Donna Hill, who’s currently working on a Valentino photo book, has agreed to answer a few questions about the silent film idol. Several of the photos in this q&a come from her collection. Donna, by the way, does regular podcasts at Falcon Lair, including interviews with film historian Kevin Brownlow and Valentino biographer Emily Leider, in addition to a Ramon Novarro podcast featuring biographer Allan Ellenberger and none other than yours truly.
You have a Rudolph Valentino photo book scheduled to come out in the first half of 2008. Why Valentino? Why a photo book? And do you have any particular criteria for the photos being used?
Why Valentino? I’ve been interested in and I’ve been researching Rudolph Valentino’s life as well as collecting photographs and other memorabilia for over 25 years. All of that research and collecting has contributed over the last ten years to the Valentino website, the now-retired Rudolph Valentino Newsletter, and the ongoing Stolen Moments podcast.
A photo book has been a project that has long been in the back of my mind. In fact, I’ve been talking about it for years. People might call me a procrastinator by nature; the project took a long time to incubate and a surprisingly long time to be formulated in my head. I’m never truly happy unless I have several things going on at once. With the retirement of the newsletter, now seemed to be the right time to really hunker down and get the book going. It’s time to share some of these wonderful photographs. I think I am safe in stating that with Valentino, the book will be rather easy on the eye.
As you may know, in the 80+ years since Valentino died, over 30 books have gone into print about him in several languages. There is no question that there is room for much more research on Valentino. However, at this time I also felt there really is not a need for another biography; especially one coming so close on the heels of Emily Leider’s 2003 book Dark Lover. Besides, there are two other biographical manuscripts that are in the works by other authors. So, there was no need for me to reinvent the wheel and do a biography proper.
Why a photo book? Of the earlier books, not one was exclusively what you would call a photo book. Only the 1975 book The Intimate Life of Rudolph Valentino by Jack Scagnetti had a large number of images. Unfortunately, it was cheaply printed and the photo reproductions were not of the highest quality. Frankly, as biased as my opinion might be, this is something that has needed doing for decades. Now seems to be the ideal time. After all, I’ve been collecting for so long, how better to share some of these wonderful photos? Items are sitting in a binder or in an archive, what pleasure is there in them for the fans? Very little; the pleasure I feel is that it would be best to share them.

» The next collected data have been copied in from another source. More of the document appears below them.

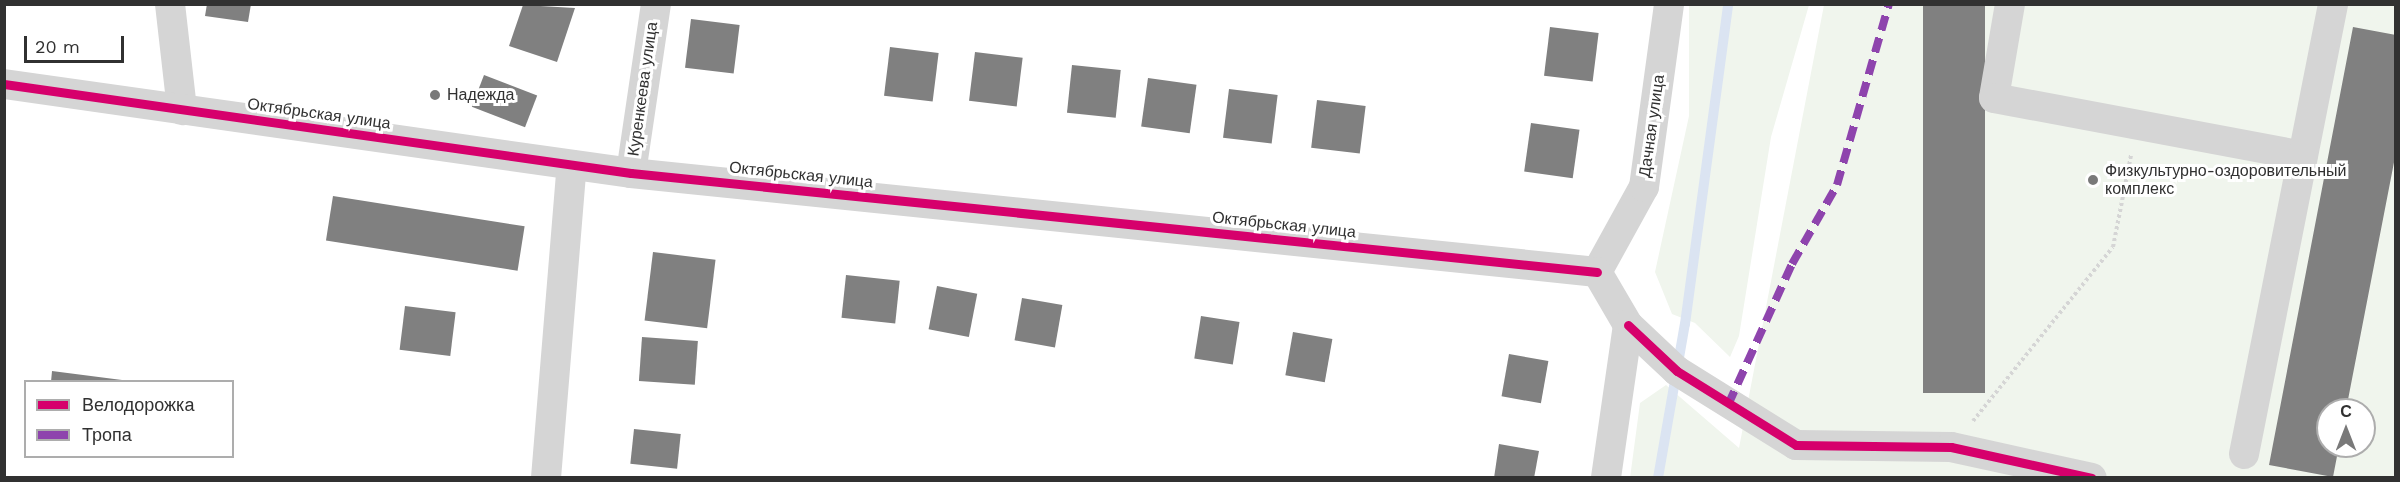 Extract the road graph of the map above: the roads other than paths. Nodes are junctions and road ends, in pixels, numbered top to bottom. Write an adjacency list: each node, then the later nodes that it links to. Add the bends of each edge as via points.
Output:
1 (170, 4): 7 (street)
2 (656, 4): 10 (street, Куренкеева улица)
3 (1669, 4): 11 (street, Дачная улица, via 1644,187)
4 (2010, 4): 8 (street, via 1994,98)
5 (2333, 4): 8 (street)
6 (4, 84): 7 (street, Октябрьская улица)
7 (182, 110): 9 (street, Октябрьская улица)
8 (2303, 156): 13 (street)
9 (572, 165): 10 (street, Октябрьская улица); 14 (street)
10 (631, 174): 11 (street, Октябрьская улица)
11 (1597, 272): 12 (street)
12 (1628, 325): 15 (street); 16 (street, via 1677,371 1796,445 1951,447)
13 (2244, 454)
14 (546, 477)
15 (1606, 477)
16 (2092, 477) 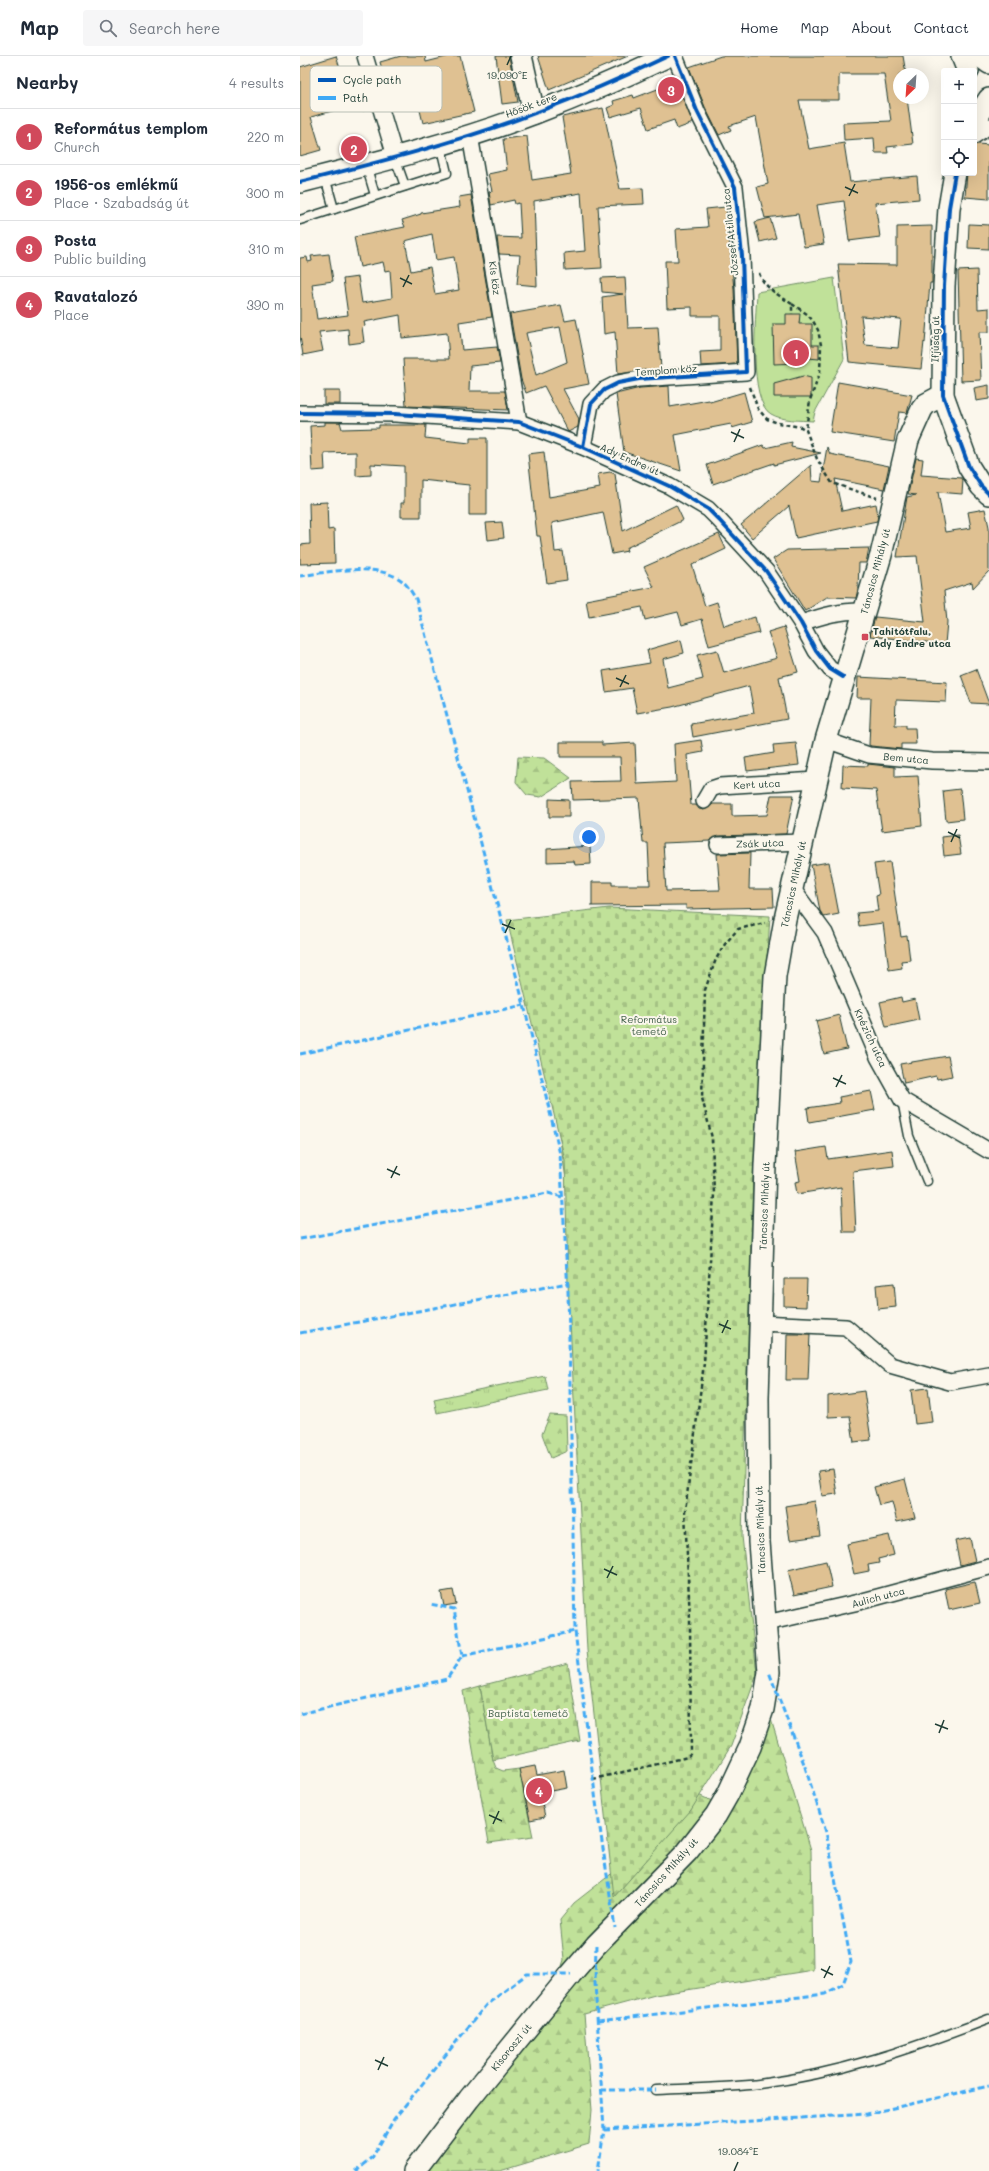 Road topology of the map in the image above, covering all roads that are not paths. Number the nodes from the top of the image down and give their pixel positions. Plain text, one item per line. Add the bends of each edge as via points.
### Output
1 (365, 56) edge
2 (521, 56) edge
3 (668, 56) edge
4 (675, 56) edge
5 (962, 56) edge
6 (980, 56) edge
7 (989, 63) edge
8 (368, 66) edge
9 (967, 68) edge
10 (989, 99) edge
11 (382, 112) edge
12 (534, 113) junction
13 (977, 117) edge
14 (989, 126) edge
15 (977, 134) edge
16 (470, 135) junction
17 (440, 144) junction
18 (395, 156) junction
19 (366, 164) junction
20 (324, 176) junction
21 (954, 176) edge
22 (300, 182) edge
23 (405, 186) junction
24 (374, 196) junction
25 (334, 209) junction
26 (300, 220) edge
27 (746, 372) joint
28 (943, 395) junction
29 (300, 413) edge
30 (519, 422) junction
31 (583, 447) junction
32 (989, 494) edge
33 (865, 611) junction
34 (801, 623) junction
35 (843, 677) junction
36 (826, 740) junction
37 (989, 762) edge
38 (816, 780) junction
39 (704, 801) dead end
40 (803, 842) junction
41 (718, 845) dead end
42 (792, 888) junction
43 (902, 1100) junction
44 (989, 1151) edge
45 (927, 1182) dead end
46 (760, 1323) junction
47 (989, 1376) edge
48 (989, 1567) edge
49 (766, 1623) junction
50 (614, 1928) joint
51 (989, 2018) edge
52 (656, 2090) dead end
53 (414, 2171) edge

1 - 8 street
2 - 12 main road
3 - 12 main road, Hősök tere via 617,80
4 - 27 street, József Attila utca via 697,111 735,187 742,256
5 - 9 main road
6 - 7 main road
10 - 13 main road
11 - 18 street
12 - 16 main road, Hősök tere
14 - 15 street
16 - 17 main road, Hősök tere
16 - 30 street, Kis köz
17 - 18 main road, Hősök tere
17 - 23 lane via 446,172
18 - 19 main road, Hősök tere
18 - 23 lane
19 - 20 main road, Hősök tere
19 - 24 lane
20 - 22 main road, Hősök tere
20 - 25 lane
21 - 28 main road, Ifjúság út via 949,208 944,286
23 - 24 lane
24 - 25 lane
25 - 26 lane
27 - 31 street, Templom köz via 639,379 618,383 604,390 591,404
28 - 32 main road, Ifjúság út via 969,467
28 - 33 main road, Táncsics Mihály út via 922,409 908,440
29 - 30 street, Ady Endre út via 395,414
30 - 31 street, Ady Endre út
31 - 34 street, Ady Endre út via 669,486 708,509 766,571
33 - 34 street via 854,610 826,615
33 - 35 main road, Táncsics Mihály út
34 - 35 street, Ady Endre út via 816,652 830,669
35 - 36 main road, Táncsics Mihály út
36 - 37 street, Bem utca via 869,755 932,761
36 - 38 main road, Táncsics Mihály út
38 - 39 street, Kert utca via 720,786 711,789
38 - 40 main road, Táncsics Mihály út
40 - 41 street, Zsák utca
40 - 42 main road, Táncsics Mihály út
42 - 43 street, Knézich utca via 824,933 878,1057
42 - 46 main road, Táncsics Mihály út via 775,976
43 - 44 street
43 - 45 lane via 909,1136
46 - 47 street via 846,1327 890,1365 950,1382
46 - 49 main road, Táncsics Mihály út via 759,1542
48 - 49 street, Aulich utca via 858,1602
49 - 50 main road, Táncsics Mihály út via 769,1672 763,1709 750,1747 728,1794 716,1815 687,1852
50 - 53 main road, Kisoroszi út via 571,1974
51 - 52 lane via 930,2042 850,2067 759,2084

Happily, things are jelling for me as never before. I’ve got commitments from various other collectors who have been most generous to make material available to me, including many photographs not readily available elsewhere. It’s so gratifying to me that my fellow collectors and friends feel the same compulsion I do – that this is a project worth doing and doing it right.
The criteria I am using for the selection of photographs reflect my intention to stick to unpublished private and candid photos, or photos not published since the 1920s, such as those found in fan magazines and newspapers. I plan on using just that, whenever possible. In so many of the books and articles printed on Valentino, you see the same images from The Sheik, The Son of the Sheik, etc. Now, even though in the age of the Internet you can find hundreds of photos online, there are still many that have – literally – not seen the light of day for decades.
The only exceptions will be, I think, the reproduction of some of the iconic shots of Valentino in the best possible format, from the fine originals, not a third or fourth generation dupe. It’s sad to see some of the dupe shots, so washed out and contrasty, then you see a vintage original and the difference is absolutely amazing. Much like seeing a badly duped third generation 16mm film on your bedroom wall and then seeing the same film derived from a 35mm camera negative on the big screen, with some photographs it is just as dramatic a difference.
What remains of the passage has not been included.